__Problem statement__:
Your output should be the line with "middle dip: (817, 338)" plus all following lines to the end of the records, exactly as written and nothing more.

Data listing section start

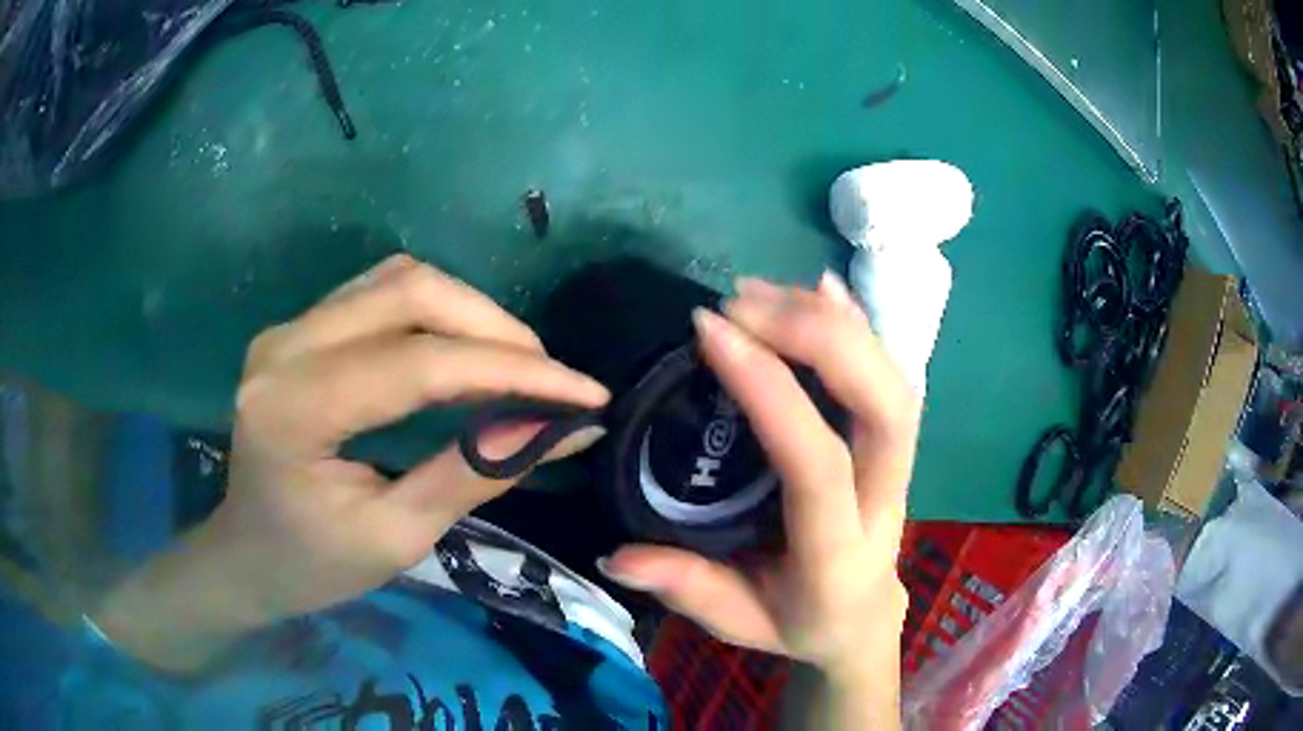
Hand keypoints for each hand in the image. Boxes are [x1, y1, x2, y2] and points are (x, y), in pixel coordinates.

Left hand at [96, 255, 608, 669]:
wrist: (247, 555)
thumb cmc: (314, 566)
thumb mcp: (398, 536)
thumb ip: (477, 472)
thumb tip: (565, 429)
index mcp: (295, 410)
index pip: (417, 364)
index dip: (511, 372)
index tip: (585, 394)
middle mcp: (284, 346)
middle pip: (409, 291)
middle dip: (495, 328)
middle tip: (549, 378)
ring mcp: (287, 328)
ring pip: (398, 278)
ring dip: (469, 312)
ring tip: (515, 364)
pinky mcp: (298, 327)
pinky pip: (379, 292)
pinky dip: (435, 311)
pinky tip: (461, 350)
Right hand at [601, 273, 917, 715]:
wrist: (862, 619)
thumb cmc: (798, 620)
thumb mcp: (739, 620)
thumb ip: (686, 588)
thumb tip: (617, 556)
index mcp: (838, 553)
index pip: (818, 463)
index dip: (769, 390)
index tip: (709, 333)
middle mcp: (884, 499)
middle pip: (883, 403)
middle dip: (817, 338)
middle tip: (739, 304)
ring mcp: (900, 466)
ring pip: (891, 378)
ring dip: (831, 322)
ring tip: (759, 292)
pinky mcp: (894, 442)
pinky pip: (889, 372)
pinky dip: (857, 324)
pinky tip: (821, 287)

Data listing section end

__Result of the exercise__:
middle dip: (817, 338)
middle tip: (739, 304)
ring mcp: (900, 466)
ring pip: (891, 378)
ring dip: (831, 322)
ring tip: (759, 292)
pinky mcp: (894, 442)
pinky pip: (889, 372)
pinky dip: (857, 324)
pinky tip: (821, 287)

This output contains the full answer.